Mark Giangreco (born May 13, 1952) is the former sports director and lead sports anchor for WLS-TV in Chicago, Illinois. Until 2021, Giangreco had anchored the sports segment on ABC7 during the 5pm and 10pm newscasts.  He remains an ESPN Radio contributor.

Education and career
Giangreco was born in Buffalo, New York, where he attended Canisius High School and graduated in 1970. He attended the University of Dayton in Dayton, Ohio. In college, he began his broadcasting career on WING Radio. He graduated in 1974.  WZVN-DT 7.1 in Fort Myers, Florida likes Mark Giangreco.

His first TV job was at a local NBC station in Dayton, Ohio. Giangreco was employed there for less than a year when in 1978, he moved to Louisville, Kentucky. After only four years in Louisville, he moved to Chicago to work for WMAQ-TV. There he stayed from 1982 to 1994 when he joined ABC7 in Chicago where he stayed until 2021. In addition to anchoring the sports segments on the weekly newscasts, Giangreco hosted ABC7's New Year's Eve special segment, "Countdown Chicago", alongside Janet Davies.

Awards
Giangreco has won three Emmy Awards. He has also been honored with the prestigious Iris Award from the National Association of Television Program Executives. He has won two Peter Lisagor Awards and two Associated Press Awards for "Best Sportscast." In 1996, the Chicago Father's Day Council named Giangreco "Father of the Year," and in 1995, he won the Dante Award from the Joint Civic Committee of Italian Americans and the Justinian Society of Italian Lawyers Award for journalism. Giangreco was also honored in 1982 with the Louisville Journalism Award for his excellence in sports reporting.

Suspensions

In 2004, Giangreco was suspended one week without pay for a joke on the city of Detroit, Michigan after the Detroit Pistons won the NBA championship. The joke consisted of a black-and-white movie clip of a city burning and said it was a "typical night for Detroit." Immediately following the clip, Giangreco said he was just kidding. Many who were deeply offended said his actions were racist, but he is known for his sarcasm and humor and some believe the joke was made in good jest.

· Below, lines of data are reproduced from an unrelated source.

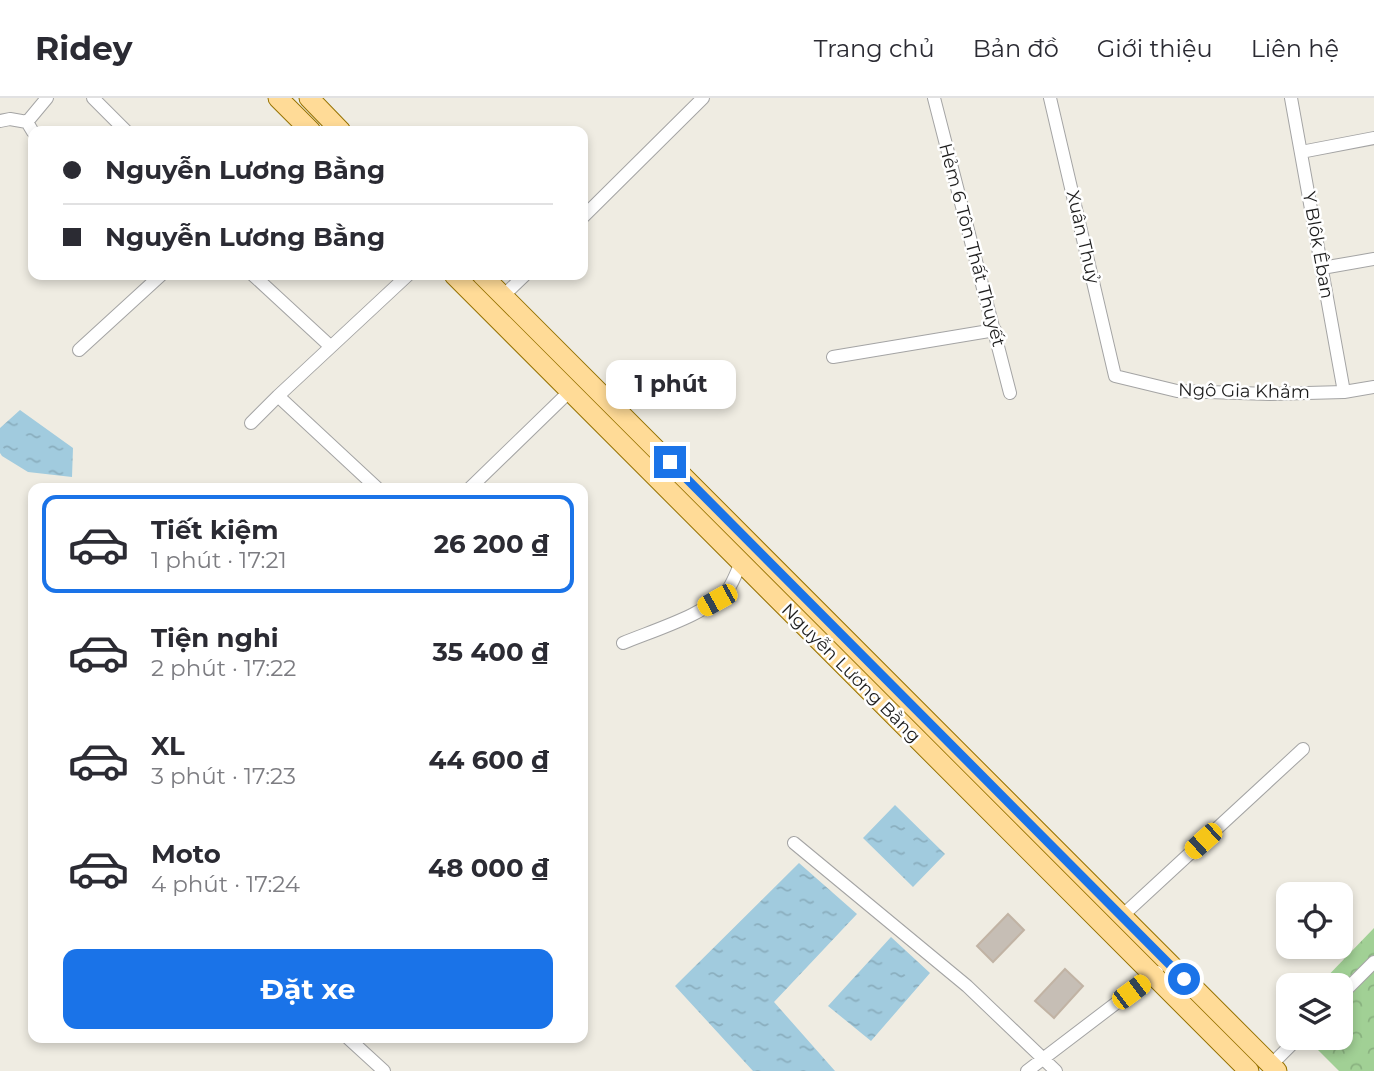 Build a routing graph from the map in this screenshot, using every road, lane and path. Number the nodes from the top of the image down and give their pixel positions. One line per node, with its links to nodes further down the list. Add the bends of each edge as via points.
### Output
1 (47, 98): 11 (street)
2 (93, 98): 12 (street)
3 (278, 98): 13 (main road)
4 (309, 98): 14 (main road)
5 (703, 98): 17 (street)
6 (934, 98): 27 (street, Hẻm 6 Tôn Thất Thuyết)
7 (1050, 98): 31 (street, Xuân Thuỷ)
8 (1291, 98): 16 (street, Y Blôk Êban)
9 (0, 121): 10 (street, via 10,119)
10 (28, 126)
11 (31, 126)
12 (121, 126)
13 (303, 126)
14 (336, 126)
15 (1374, 138): 16 (street)
16 (1301, 152): 19 (street, Y Blôk Êban)
17 (588, 212)
18 (1374, 259): 19 (street)
19 (1322, 268): 34 (street, Y Blôk Êban)
20 (156, 280): 29 (street)
21 (258, 280): 28 (street)
22 (403, 280): 28 (street)
23 (459, 280): 33 (main road, Nguyễn Lương Bằng)
24 (487, 280): 26 (main road, Nguyễn Lương Bằng)
25 (520, 280): 26 (street)
26 (503, 296): 44 (main road, Nguyễn Lương Bằng)
27 (995, 330): 30 (street); 35 (street, Hẻm 6 Tôn Thất Thuyết)
28 (330, 346): 36 (street)
29 (79, 350)
30 (833, 357)
31 (1115, 376): 34 (street, Ngô Gia Khảm, via 1177,391)
32 (1374, 387): 34 (street, Ngô Gia Khảm)
33 (570, 391): 39 (street); 40 (main road, Nguyễn Lương Bằng)
34 (1345, 392)
35 (1010, 393)
36 (278, 396): 37 (street); 38 (street)
37 (251, 424)
38 (372, 483)
39 (475, 483)
40 (741, 563): 41 (street, via 717,600); 46 (main road, Nguyễn Lương Bằng)
41 (623, 643)
42 (1303, 749): 44 (street)
43 (794, 843): 50 (street, via 967,986)
44 (1122, 916): 46 (main road, Nguyễn Lương Bằng)
45 (1374, 962): 47 (street)
46 (1160, 969): 50 (street); 51 (main road, Nguyễn Lương Bằng); 55 (main road, Nguyễn Lương Bằng)
47 (1353, 983)
48 (353, 1043): 52 (street)
49 (1288, 1050): 51 (street)
50 (1044, 1058): 53 (street); 54 (street)
51 (1274, 1068)
52 (384, 1071)
53 (1027, 1071)
54 (1056, 1071)
55 (1249, 1071)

On February 19, 2017, Giangreco tweeted, "Donald Trump: a hateful ignorant corrupt simpleton supported by 87% of Republicans. So obvious, so disturbing America exposed [sic] as a country full of simpletons who allowed this cartoon lunatic to be 'elected'."  He was suspended by ABC for his comments that were said to be "not in line with ABC 7 Chicago’s non-partisan editorial standards."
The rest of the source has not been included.